The World-Wide Baraca and Philathea Union, Incorporated was founded by Marshall A. Hudson in 1890 in Syracuse, New York. This group was a Christian ecumenical movement designed to facilitate adult evangelism through Bible study. At its peak it had over a million members during the early twentieth century. Its growth was fueled by young adults and teenagers who felt a need to reconcile experiences between their churches and their own life in an increasingly industrial American society. Hudson had been a business owner in Syracuse, New York, selling tableware and utensils.
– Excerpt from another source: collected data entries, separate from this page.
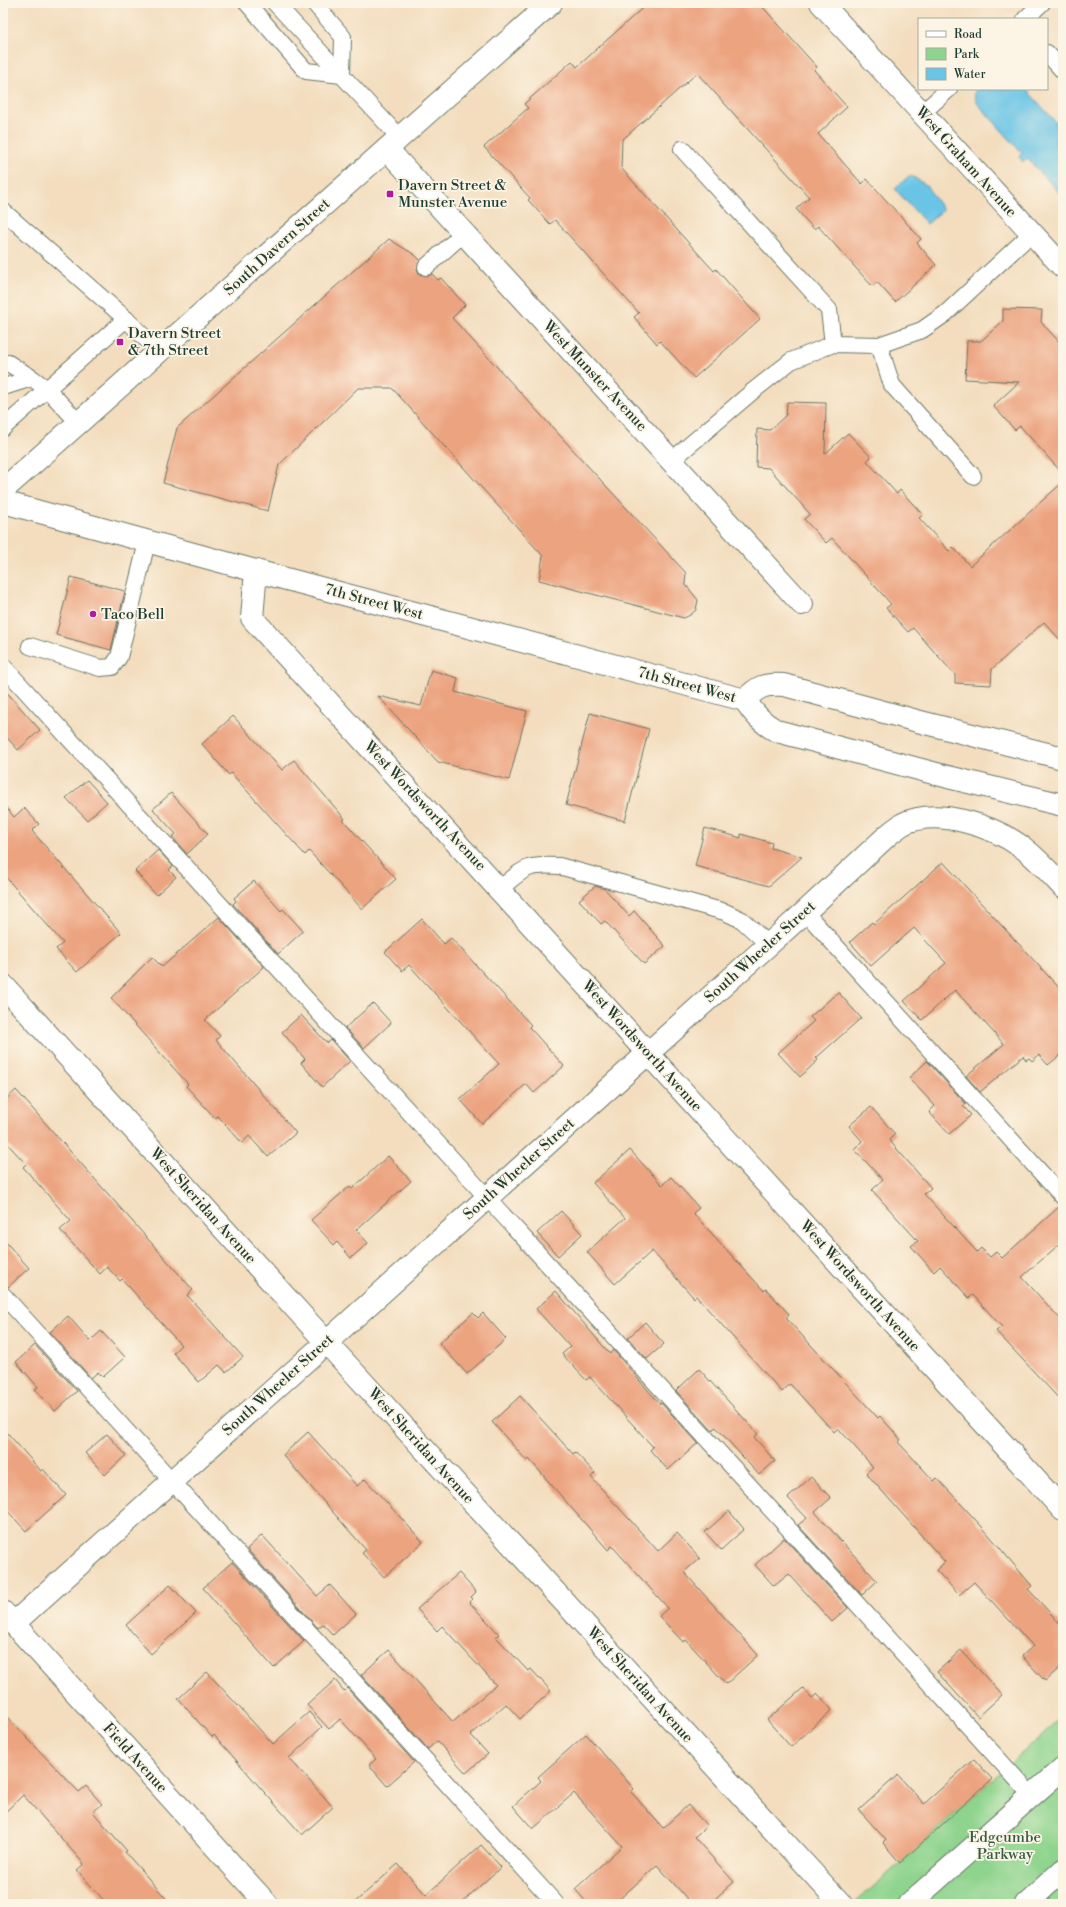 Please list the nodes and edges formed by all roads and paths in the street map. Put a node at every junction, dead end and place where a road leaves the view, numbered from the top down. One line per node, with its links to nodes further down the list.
1 (247, 3): 10 (lane)
2 (276, 3): 10 (lane)
3 (314, 3): 10 (lane)
4 (551, 3): 13 (main road, South Davern Street)
5 (821, 3): 12 (main road, West Graham Avenue)
6 (1042, 3): 7 (lane)
7 (1026, 18)
8 (1048, 54): 9 (lane)
9 (1063, 71)
10 (342, 75): 13 (lane)
11 (948, 90): 12 (lane)
12 (922, 113): 17 (main road, West Graham Avenue)
13 (394, 144): 16 (main road, West Munster Avenue); 23 (main road, South Davern Street)
14 (682, 149): 21 (lane)
15 (3, 211): 20 (lane)
16 (464, 233): 19 (lane); 30 (main road, West Munster Avenue)
17 (1032, 233): 18 (main road, West Graham Avenue); 22 (lane)
18 (1061, 261)
19 (426, 267)
20 (126, 319): 23 (lane); 27 (lane)
21 (833, 344): 22 (lane); 30 (lane)
22 (879, 345): 31 (lane)
23 (159, 352): 28 (main road, South Davern Street)
24 (3, 364): 25 (lane)
25 (32, 378): 26 (lane); 27 (lane)
26 (7, 386)
27 (47, 389): 28 (lane); 29 (lane)
28 (79, 423): 32 (main road, South Davern Street)
29 (3, 428)
30 (672, 460): 36 (main road, West Munster Avenue)
31 (973, 476)
32 (3, 490)
33 (3, 502): 34 (main road, 7th Street West)
34 (147, 542): 35 (main road, 7th Street West); 37 (lane)
35 (256, 571): 39 (main road, 7th Street West); 43 (main road, West Wordsworth Avenue)
36 (802, 604)
37 (30, 646)
38 (3, 666): 49 (lane)
39 (745, 700): 40 (main road); 41 (main road)
40 (1063, 758)
41 (1063, 805)
42 (1056, 880): 44 (main road, South Wheeler Street)
43 (501, 888): 45 (lane); 47 (main road, West Wordsworth Avenue)
44 (805, 912): 45 (main road, South Wheeler Street); 48 (lane)
45 (768, 944): 47 (main road, South Wheeler Street)
46 (3, 985): 51 (main road, West Sheridan Avenue)
47 (648, 1053): 49 (main road, South Wheeler Street); 53 (main road, West Wordsworth Avenue)
48 (1063, 1197)
49 (488, 1198): 51 (main road, South Wheeler Street); 56 (lane)
50 (3, 1295): 52 (lane)
51 (326, 1342): 52 (main road, South Wheeler Street); 60 (main road, West Sheridan Avenue)
52 (171, 1481): 54 (main road, South Wheeler Street); 59 (lane)
53 (1063, 1510)
54 (8, 1618): 58 (main road, Field Avenue)
55 (1063, 1768): 56 (main road)
56 (1032, 1796): 61 (main road)
57 (1063, 1870): 62 (main road)
58 (267, 1904)
59 (556, 1904)
60 (841, 1904)
61 (909, 1904)
62 (1026, 1904) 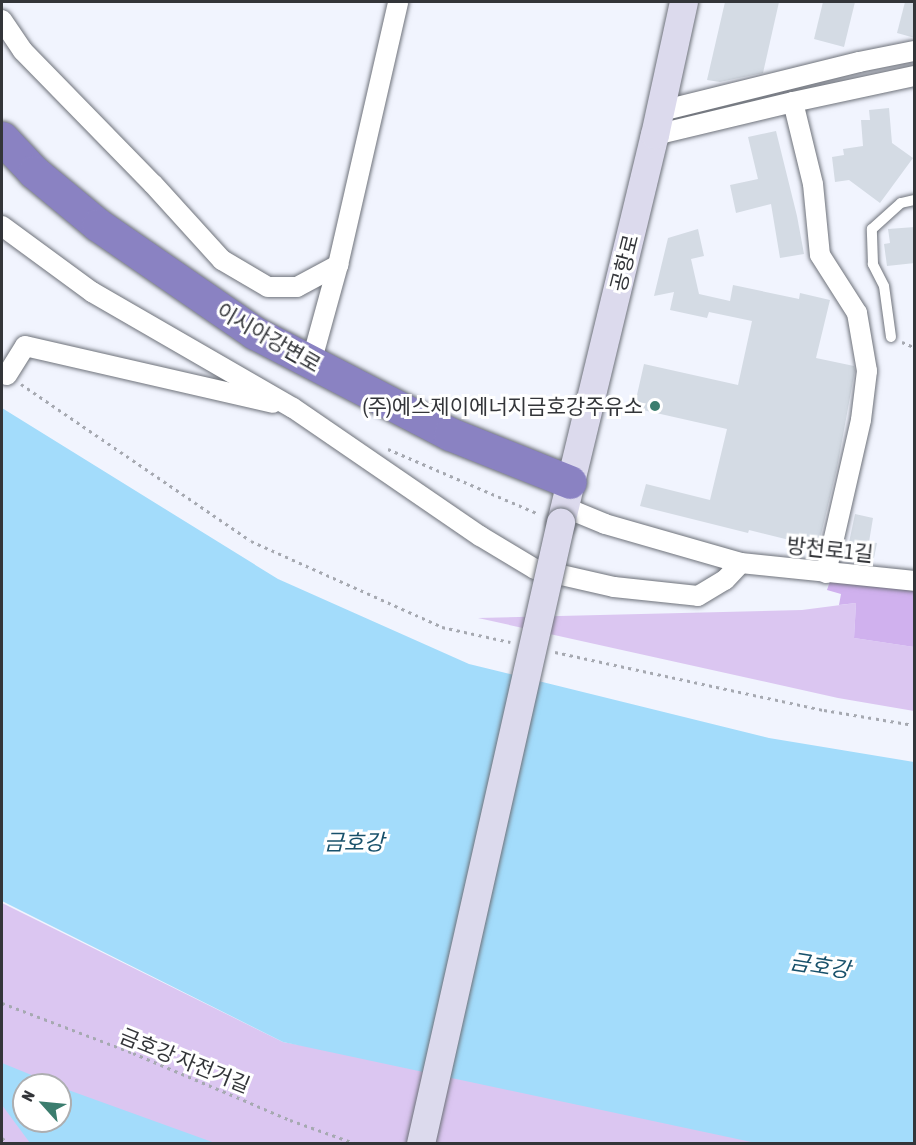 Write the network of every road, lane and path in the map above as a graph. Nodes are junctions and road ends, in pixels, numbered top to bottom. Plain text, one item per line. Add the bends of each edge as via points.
1 (398, 2) edge
2 (684, 2) edge
3 (2, 20) edge
4 (915, 51) edge
5 (915, 76) edge
6 (793, 102) junction
7 (658, 123) junction
8 (2, 138) edge
9 (2, 168) edge
10 (915, 201) edge
11 (2, 226) edge
12 (338, 265) junction
13 (891, 337) dead end
14 (311, 363) junction
15 (7, 375) joint
16 (293, 408) junction
17 (379, 444) dead end
18 (565, 503) junction
19 (741, 563) junction
20 (826, 573) junction
21 (915, 581) edge
22 (520, 644) dead end
23 (553, 651) dead end
24 (915, 725) edge
25 (2, 1003) edge
26 (2, 1138) edge
27 (10, 1143) edge
28 (357, 1143) edge
29 (421, 1143) edge

1 - 12 street
2 - 7 main road, 공항로
3 - 12 street via 23,51 222,260 268,287 297,287
4 - 7 street via 859,62
5 - 6 street
6 - 7 street
6 - 20 street via 813,184 820,255 857,313 867,371 861,420
7 - 18 main road, 공항로
8 - 14 highway, 이시아강변로 via 34,172 98,225 255,333
9 - 18 highway, 이시아강변로 via 84,242 244,348 405,433
10 - 13 lane via 900,203 872,229 873,264 884,286
11 - 16 street via 92,292
12 - 14 street
14 - 18 highway, 이시아강변로 via 450,434
15 - 16 street via 25,346
15 - 22 path via 251,541 442,627
16 - 19 street via 480,536 535,568 614,587 698,596 725,580
17 - 18 path
18 - 19 street, 방천로1길 via 605,524
18 - 29 main road, 공항로, bridge
19 - 20 street, 방천로1길
20 - 21 street, 방천로1길
23 - 24 path via 824,710
25 - 28 path, 금호강 자전거길 via 290,1120
26 - 27 path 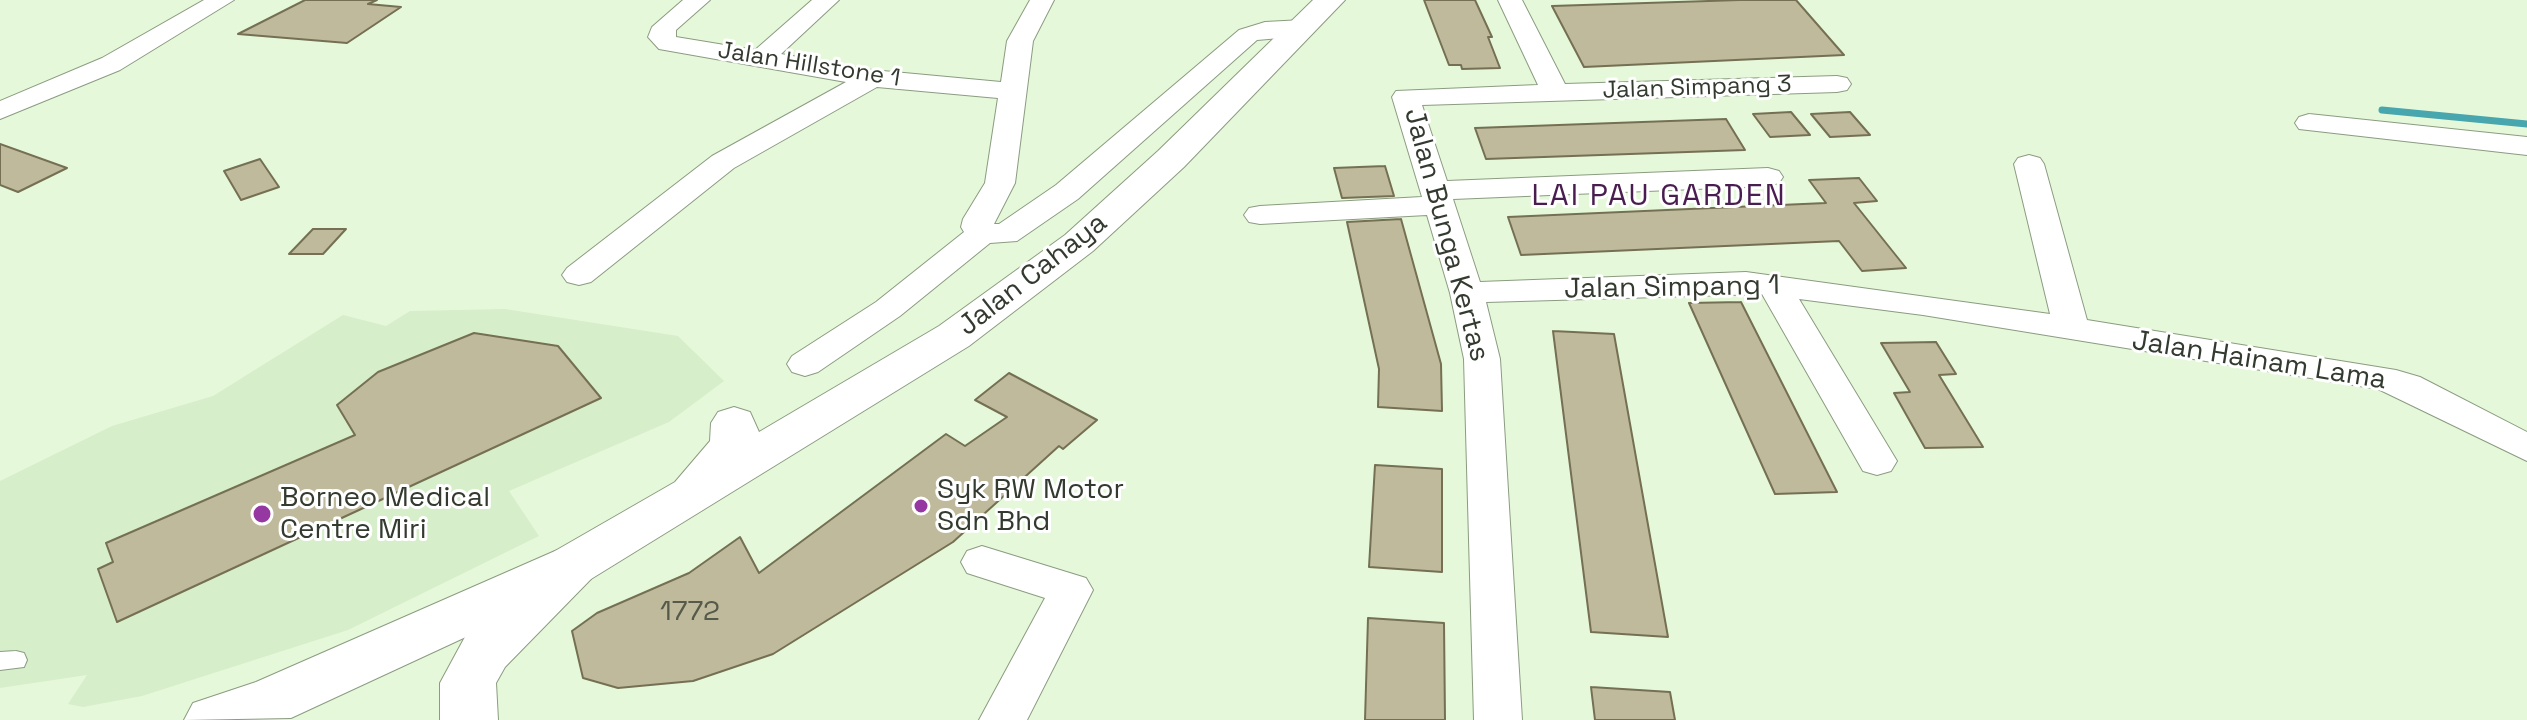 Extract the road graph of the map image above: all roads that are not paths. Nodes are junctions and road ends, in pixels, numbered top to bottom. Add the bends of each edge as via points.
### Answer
1 (222, 0) edge
2 (698, 0) edge
3 (827, 0) edge
4 (1042, 0) edge
5 (1510, 0) edge
6 (1316, 14) edge
7 (762, 58) junction
8 (872, 78) junction
9 (1837, 84) dead end
10 (1014, 91) junction
11 (1556, 93) junction
12 (0, 111) edge
13 (2309, 123) dead end
14 (2524, 148) edge
15 (2029, 164) dead end
16 (1768, 177) dead end
17 (1436, 198) junction
18 (1260, 215) dead end
19 (983, 233) junction
20 (579, 275) dead end
21 (1773, 284) junction
22 (1467, 293) junction
23 (2072, 331) junction
24 (805, 364) dead end
25 (734, 423) dead end
26 (2527, 448) edge
27 (1877, 461) dead end
28 (692, 494) junction
29 (982, 562) dead end
30 (573, 565) junction
31 (258, 710) edge
32 (213, 720) edge
33 (469, 720) edge
34 (1003, 720) edge
35 (1498, 720) edge

1 - 12 street via 111,64
2 - 7 street, Jalan Hillstone 1 via 665,27 661,37 668,43
3 - 7 street
4 - 10 street via 1020,41
5 - 11 street
6 - 19 street via 1248,35 1067,192 1006,234
6 - 28 main road, Jalan Cahaya via 1131,197 1031,280 954,336
7 - 8 street, Jalan Hillstone 1
8 - 10 street, Jalan Hillstone 1
8 - 20 street via 723,162
9 - 11 street, Jalan Simpang 3
10 - 19 street via 1000,183 977,227
11 - 17 street, Jalan Bunga Kertas via 1406,97
13 - 14 street
15 - 23 street
16 - 17 street
17 - 18 street
17 - 22 street, Jalan Bunga Kertas
19 - 24 street via 888,309
21 - 22 street, Jalan Simpang 1
21 - 23 street, Jalan Simpang 1
21 - 27 street
22 - 35 street, Jalan Bunga Kertas via 1482,359
23 - 26 street, Jalan Hainam Lama via 2383,378
25 - 28 main road via 730,449
28 - 30 main road, Jalan Cahaya
29 - 34 street via 1071,590
30 - 31 main road
30 - 33 main road via 485,651 468,683
31 - 32 main road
The group began as a men's Bible class, called Baraca. Baraca comes from a Hebrew word for blessing. The goal of the instruction was to make happy or “bless” every man who came into the group, and the class tried to have an engagement with its members every night. Men and women were encouraged to study in separate classes with separate rooms. The separate women’s class was started by Hudson’s daughter, Mae in 1893 and eventually called Philathea. Philathea means lover of God in Greek. A major component in Hudson's bible classes, was a plan for the young men and women to pray (at noon) every day for the “salvation” of non-members.

Early classes were formed around a strong organization, an enthusiastic social life, and a spiritual focus. The adult class movement flourished for 30 years and then was absorbed into the various Protestant denominations, so that most American communities (at least in the eastern United States) had a Baraca or Philathea Union. Its existence as an independent movement greatly diminished after that.

The Philathea group (also called the Philathean Society) was known in the 20th century for its willingness to permit women into its roles of leadership. Particularly after World War 2, the organization diminished with the advent of “teen culture”. By the dawn of the 21st century, the organization had sold its headquarters in Mt. Vernon, VA and transferred its documents to the Gordon–Conwell Theological Seminary in Massachusetts.